[Task material — start]
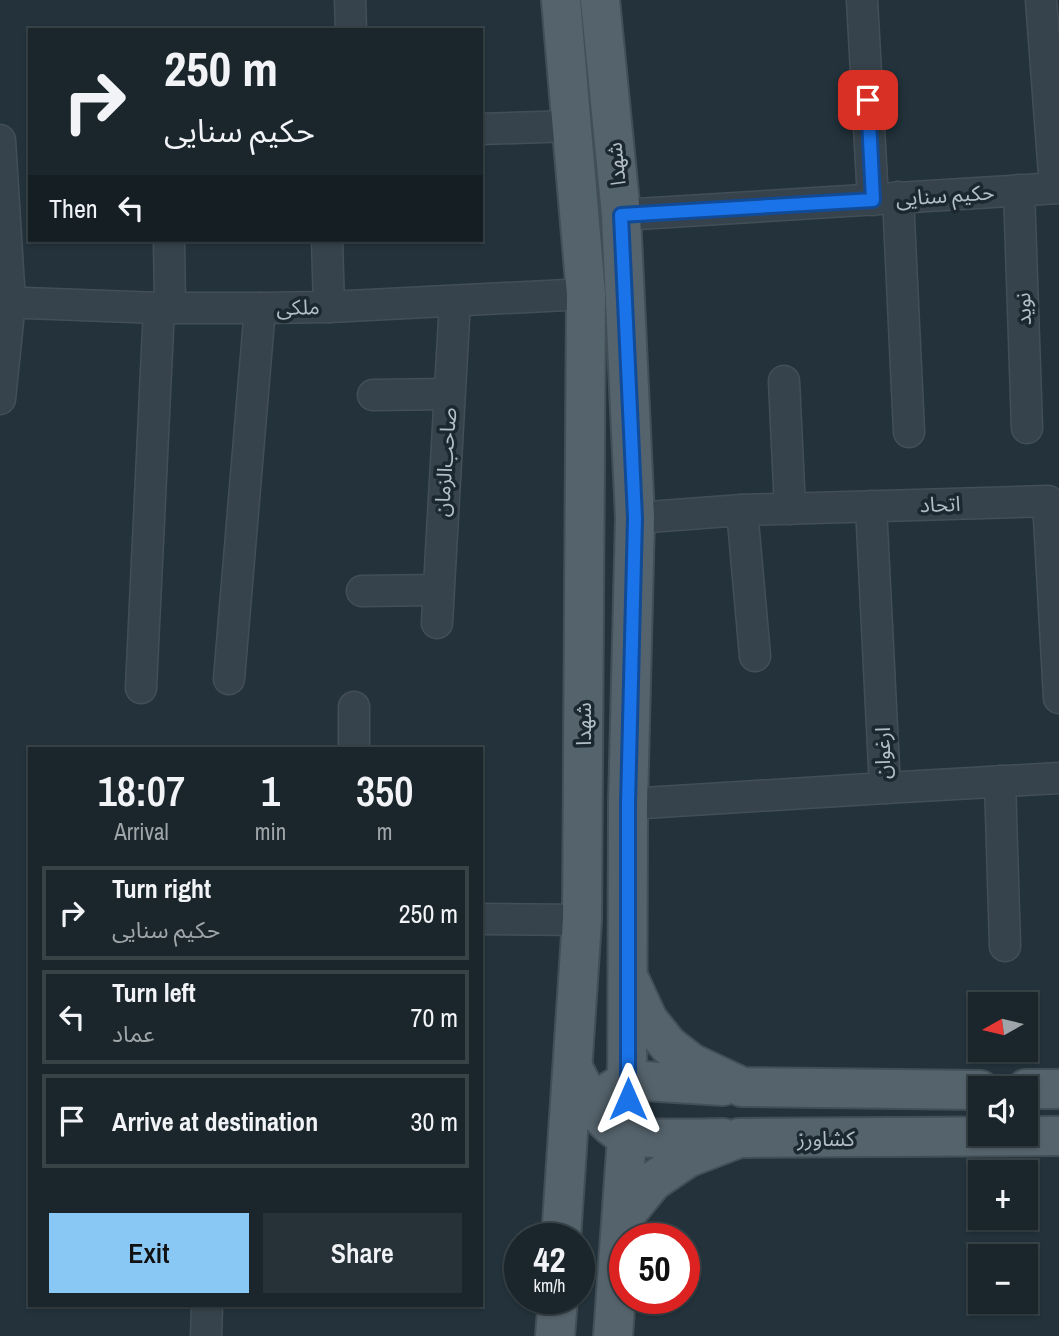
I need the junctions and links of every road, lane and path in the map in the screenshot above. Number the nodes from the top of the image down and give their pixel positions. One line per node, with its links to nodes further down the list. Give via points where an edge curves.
1 (350, 0): 6 (street)
2 (561, 0): 7 (main road, شهدا)
3 (600, 0): 13 (main road, شهدا)
4 (862, 0): 12 (street)
5 (1041, 0): 10 (street)
6 (351, 28)
7 (573, 126): 8 (street); 16 (main road, شهدا)
8 (483, 129)
9 (0, 140): 18 (street)
10 (1057, 188): 11 (street, حکیم سنایی)
11 (1018, 190): 12 (street, حکیم سنایی); 26 (street, نوید)
12 (886, 198): 13 (street, حکیم سنایی); 27 (street)
13 (621, 215): 31 (main road, شهدا)
14 (169, 242): 20 (street)
15 (327, 242): 19 (street)
16 (586, 293): 17 (street, ملکی); 46 (main road, شهدا)
17 (455, 301): 19 (street, ملکی); 23 (street, صاحب‌الزمان)
18 (5, 302): 20 (street, ملکی); 25 (street)
19 (329, 307): 21 (street, ملکی)
20 (164, 308): 21 (street, ملکی); 37 (street)
21 (260, 308): 36 (street)
22 (784, 381): 29 (street)
23 (449, 394): 24 (street); 32 (street, صاحب‌الزمان)
24 (373, 395)
25 (0, 399)
26 (1027, 428)
27 (909, 432)
28 (871, 506): 29 (street, اتحاد); 38 (street, اتحاد, via 1048,501); 43 (street, ارغوان)
29 (790, 509): 30 (street, اتحاد)
30 (742, 510): 31 (street, اتحاد); 35 (street)
31 (635, 518): 44 (main road, شهدا)
32 (437, 590): 33 (street); 34 (street, صاحب‌الزمان)
33 (362, 591)
34 (437, 623)
35 (755, 656)
36 (229, 679)
37 (141, 688)
38 (1059, 698)
39 (354, 707): 40 (street)
40 (354, 747)
41 (1059, 778): 42 (street)
42 (1000, 781): 43 (street); 47 (street)
43 (885, 788): 44 (street, ارغوان)
44 (628, 804): 48 (main road, شهدا)
45 (483, 919): 46 (street)
46 (582, 920): 49 (main road, شهدا)
47 (1005, 946)
48 (628, 977): 50 (main road, شهدا); 51 (main road, via 648,1020 668,1045 691,1063)
49 (573, 1068): 55 (main road); 58 (main road, شهدا)
50 (628, 1080): 51 (main road); 55 (main road); 57 (main road, شهدا)
51 (742, 1087): 54 (main road)
52 (1038, 1089): 53 (main road)
53 (1059, 1089)
54 (968, 1090)
55 (593, 1106): 57 (main road); 58 (main road)
56 (1059, 1136): 59 (main road, کشاورز)
57 (627, 1137): 59 (main road); 60 (main road, شهدا)
58 (568, 1138): 61 (main road, شهدا)
59 (739, 1138): 60 (main road, کشاورز, via 687,1158 653,1181)
60 (622, 1219): 66 (main road, شهدا)
61 (562, 1223)
62 (206, 1307): 64 (street)
63 (557, 1314): 65 (main road)
64 (206, 1336)
65 (555, 1336)
66 (613, 1336)

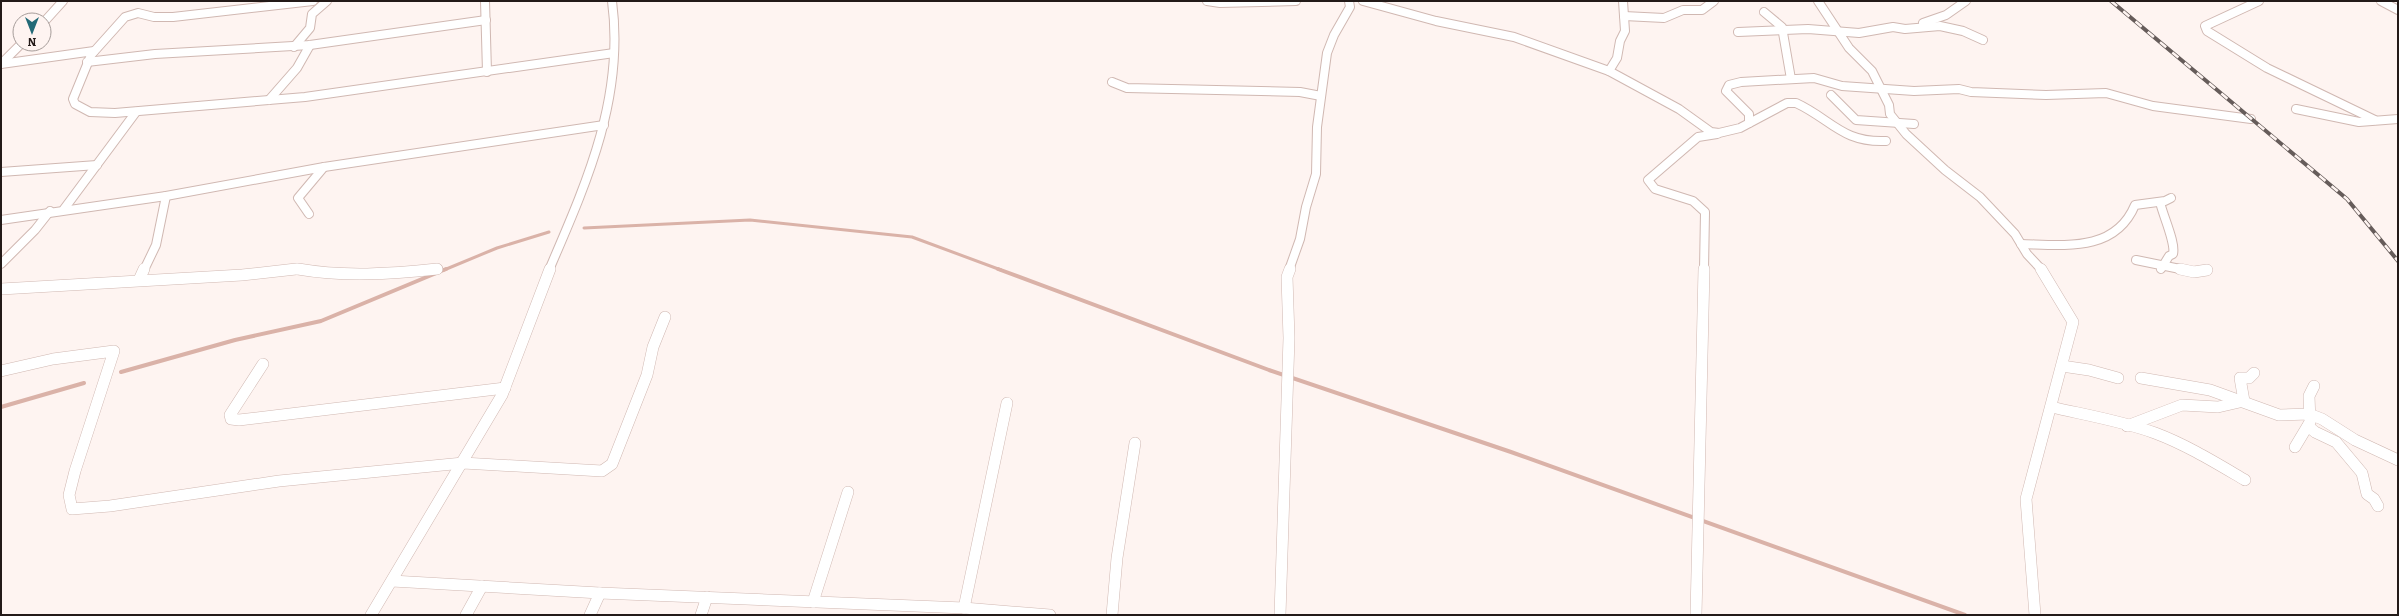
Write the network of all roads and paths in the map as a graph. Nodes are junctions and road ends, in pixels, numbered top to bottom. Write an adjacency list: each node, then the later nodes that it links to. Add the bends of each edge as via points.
[Task material — finish]
Apart from the pictures, all of the data must be duplicated exactly as shown above.

I need the junctions and links of every road, lane and path in the map in the screenshot above. Number the nodes from the top of the image down and give their pixel positions. One line per node, with its links to nodes further down the list. Give via points where an edge curves.
1 (350, 0): 6 (street)
2 (561, 0): 7 (main road, شهدا)
3 (600, 0): 13 (main road, شهدا)
4 (862, 0): 12 (street)
5 (1041, 0): 10 (street)
6 (351, 28)
7 (573, 126): 8 (street); 16 (main road, شهدا)
8 (483, 129)
9 (0, 140): 18 (street)
10 (1057, 188): 11 (street, حکیم سنایی)
11 (1018, 190): 12 (street, حکیم سنایی); 26 (street, نوید)
12 (886, 198): 13 (street, حکیم سنایی); 27 (street)
13 (621, 215): 31 (main road, شهدا)
14 (169, 242): 20 (street)
15 (327, 242): 19 (street)
16 (586, 293): 17 (street, ملکی); 46 (main road, شهدا)
17 (455, 301): 19 (street, ملکی); 23 (street, صاحب‌الزمان)
18 (5, 302): 20 (street, ملکی); 25 (street)
19 (329, 307): 21 (street, ملکی)
20 (164, 308): 21 (street, ملکی); 37 (street)
21 (260, 308): 36 (street)
22 (784, 381): 29 (street)
23 (449, 394): 24 (street); 32 (street, صاحب‌الزمان)
24 (373, 395)
25 (0, 399)
26 (1027, 428)
27 (909, 432)
28 (871, 506): 29 (street, اتحاد); 38 (street, اتحاد, via 1048,501); 43 (street, ارغوان)
29 (790, 509): 30 (street, اتحاد)
30 (742, 510): 31 (street, اتحاد); 35 (street)
31 (635, 518): 44 (main road, شهدا)
32 (437, 590): 33 (street); 34 (street, صاحب‌الزمان)
33 (362, 591)
34 (437, 623)
35 (755, 656)
36 (229, 679)
37 (141, 688)
38 (1059, 698)
39 (354, 707): 40 (street)
40 (354, 747)
41 (1059, 778): 42 (street)
42 (1000, 781): 43 (street); 47 (street)
43 (885, 788): 44 (street, ارغوان)
44 (628, 804): 48 (main road, شهدا)
45 (483, 919): 46 (street)
46 (582, 920): 49 (main road, شهدا)
47 (1005, 946)
48 (628, 977): 50 (main road, شهدا); 51 (main road, via 648,1020 668,1045 691,1063)
49 (573, 1068): 55 (main road); 58 (main road, شهدا)
50 (628, 1080): 51 (main road); 55 (main road); 57 (main road, شهدا)
51 (742, 1087): 54 (main road)
52 (1038, 1089): 53 (main road)
53 (1059, 1089)
54 (968, 1090)
55 (593, 1106): 57 (main road); 58 (main road)
56 (1059, 1136): 59 (main road, کشاورز)
57 (627, 1137): 59 (main road); 60 (main road, شهدا)
58 (568, 1138): 61 (main road, شهدا)
59 (739, 1138): 60 (main road, کشاورز, via 687,1158 653,1181)
60 (622, 1219): 66 (main road, شهدا)
61 (562, 1223)
62 (206, 1307): 64 (street)
63 (557, 1314): 65 (main road)
64 (206, 1336)
65 (555, 1336)
66 (613, 1336)

Write the network of all roads and paths in the map as a graph. Nodes are junctions and road ends, in pixels, numbered top to bottom. Write an adjacency list: each node, then the later nodes that it links to. Add the bends of each edge as via points.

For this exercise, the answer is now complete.